Terrorismo de Estado y caída de ideales
Y este hombre, esta sociedad de hombres que prolifera, no es en cualquier contexto, sino en el marco de una derrota política mundial sufrida por las fuerzas progresistas, esto es, la caída de un gran paradigma de cambio –en el sentido de una libertad, una igualdad y una fraternidad cada vez mayores: para todos, y no para unos pocos–. Este fracaso nosotros lo hemos vivido en carne propia, de resultas de lo cual padecemos el actual estado de regresión político-económica. Vengo ensayando desde hace años una psicología de masas en posguerra sucia, y he llegado a la conclusión de que la regresión operada llega hasta los cimientos mismos de cada hombre que hace masa –cualquiera de nosotros, en tanto destinatarios de los mensajes de las comunicaciones de masas–: en un sentido ya fundamental, la regresión es psicológica. Me explico: la caída del paradigma es una caída de ideales, y esto no es sin consecuencias para la estructura psíquica; se producen modificaciones de la subjetividad, a la par que se promueve la formación de un determinado tipo de sujeto: adaptado al “modelo” en curso.
Claro que la caída de ideales no es la caída del ideal: éste es un lugar en la estructura psíquica, y es imposible que la gente viva sin tener alguno, tan sólo que, desde la perspectiva de una psicología de masas, consecuentemente con la caída de un paradigma –la derrota–, se quebró el ideal, pero no cualquiera, sino un ideal colectivo de cambio político –y con ello quedó desdibujado todo un proyecto de nación–. Esto dejó su marca en los individuos: el terror no fue sin consecuencias, sino que atravesó los cuerpos (y, con ello, capturó, encarceló o, más aún, “desapareció” el deseo –que en su mayor grado de expresión es deseo político–, cuyo efecto es el destrozo –¡mas no la destrucción!– de la conciencia –nacional, tanto como social–), lo que es condición de posibilidad para una regresión psicológica a la vez que político-social. El sujeto del post terrorismo de Estado se debate entre el goce narcisista –ya no más con dominancia, a nivel de masas, de lo histérico-obsesivo– y la esquizoidía sociocultural –vencido y desorganizado, vive en el aislamiento; en verdad, lobo de sí mismo–. Además, la caída del gran ideal de cambio trajo aparejado el sobredimensionamiento de la pasividad, o, más aún, la inmovilización; sobrevino entonces el colapso del deseo político. Tras la derrota de los setenta, este sujeto del post terrorismo de Estado cedió en cuanto a su deseo y cayó en la postración –cobardía moral, según Lacan–, inherente a una cierta depresivización: entró en un estado que podría definirse como de eclipse del deseo. (Aquí, no reducimos el deseo a lo sexual, ya que el mundo humano, orden simbólico, es en el marco de la sublimación, y ésta se organiza políticamente.)

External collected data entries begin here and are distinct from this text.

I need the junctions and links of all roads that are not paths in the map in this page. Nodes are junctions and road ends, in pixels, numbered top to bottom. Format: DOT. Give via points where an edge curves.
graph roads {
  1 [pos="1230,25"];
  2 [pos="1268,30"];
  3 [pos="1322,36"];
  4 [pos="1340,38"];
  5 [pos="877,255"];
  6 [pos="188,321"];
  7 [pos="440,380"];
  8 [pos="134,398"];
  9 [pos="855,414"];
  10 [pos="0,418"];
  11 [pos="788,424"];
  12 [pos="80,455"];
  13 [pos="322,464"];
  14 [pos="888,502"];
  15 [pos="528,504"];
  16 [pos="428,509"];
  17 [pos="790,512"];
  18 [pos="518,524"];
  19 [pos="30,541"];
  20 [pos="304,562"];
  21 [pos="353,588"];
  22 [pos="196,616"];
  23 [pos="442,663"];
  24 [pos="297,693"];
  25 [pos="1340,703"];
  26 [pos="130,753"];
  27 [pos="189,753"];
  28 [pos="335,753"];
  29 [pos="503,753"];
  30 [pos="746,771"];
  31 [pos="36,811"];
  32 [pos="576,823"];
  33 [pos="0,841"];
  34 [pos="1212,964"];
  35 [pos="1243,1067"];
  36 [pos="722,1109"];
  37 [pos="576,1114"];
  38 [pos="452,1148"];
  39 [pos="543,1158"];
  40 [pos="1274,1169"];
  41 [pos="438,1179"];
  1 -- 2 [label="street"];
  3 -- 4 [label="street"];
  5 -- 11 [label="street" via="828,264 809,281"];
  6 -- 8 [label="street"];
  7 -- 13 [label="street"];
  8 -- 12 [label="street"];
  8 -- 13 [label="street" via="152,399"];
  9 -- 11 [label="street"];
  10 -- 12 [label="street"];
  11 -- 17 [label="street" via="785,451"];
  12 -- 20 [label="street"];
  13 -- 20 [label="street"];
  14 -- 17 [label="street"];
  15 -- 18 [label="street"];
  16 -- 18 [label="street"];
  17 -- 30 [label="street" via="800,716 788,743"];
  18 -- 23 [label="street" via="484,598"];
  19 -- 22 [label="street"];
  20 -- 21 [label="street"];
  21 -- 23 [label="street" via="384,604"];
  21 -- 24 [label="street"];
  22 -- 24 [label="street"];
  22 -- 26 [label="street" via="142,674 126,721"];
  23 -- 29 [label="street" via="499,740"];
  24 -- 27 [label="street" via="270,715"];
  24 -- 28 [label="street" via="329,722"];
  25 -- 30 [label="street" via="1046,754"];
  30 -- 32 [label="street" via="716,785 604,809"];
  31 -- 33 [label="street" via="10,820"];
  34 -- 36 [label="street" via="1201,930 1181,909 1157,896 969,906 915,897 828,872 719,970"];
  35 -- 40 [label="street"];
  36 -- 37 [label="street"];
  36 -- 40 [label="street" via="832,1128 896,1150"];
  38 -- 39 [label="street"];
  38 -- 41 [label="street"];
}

Y esta regresión político-psicológica coincide con una etapa del desarrollo capitalista en la que los medios de comunicación de masas –de difusión, en rigor– son el aparato ideológico dominante, época que, según dijimos, es la de la primacía de la TV; ésta, junto a los otros medios, contribuye a la producción y represión ideológica del sujeto-soporte de las actuales relaciones de dominación. No que la TV produzca esta regresión político-psicológica, sino que se articula a ella: sosteniéndola, justificándola. A través de los media, se impone una realidad virtual que es funcional al olvido de la sujeción: el sujeto de la TV, sujeto sujetado, olvida en el reino de lo virtual su ser sujeto de la sujeción, para que ésta, como algo ya natural, devenga eterna. Por otra parte, ése es el eterno rol de la ideología, hoy en día mediáticamente, televisivamente difundida. A su vez, y dentro de este contexto, dijimos ya que el paradigma del Cambio ha caído y, al parecer, tan sólo nos queda el consuelo posmoderno de lo gris, la aurea mediocritas elevada al rango de ideal. Este sujeto –y aquí cabe aclarar que la formación de subjetividad es, hoy por hoy, a la vez que familiar y sociogrupal, además también massmediática–, es en buena medida sujeto del narcisismo, verbigracia, un no-sujeto: ni del cambio, ni de nada, el sujeto de la nada: un puro Yo de contemplación, el Yo de la TV. Por cierto que un Yo que se completa desde la pantalla, un Yo alienado: el de los ciudadanos aterrorizados, y bien quietos, con su teta-televisor a pedir de boca, un casi bebé, con cerebro adulto, en manos de la nodriza TV. McLuhan, también atravesado por el psicoanálisis, desde las páginas de Comprender los medios, nos dice aproximadamente lo mismo, de una manera que, aunque aforística, resulta coincidente: “Con la televisión, el teleespectador es la pantalla”.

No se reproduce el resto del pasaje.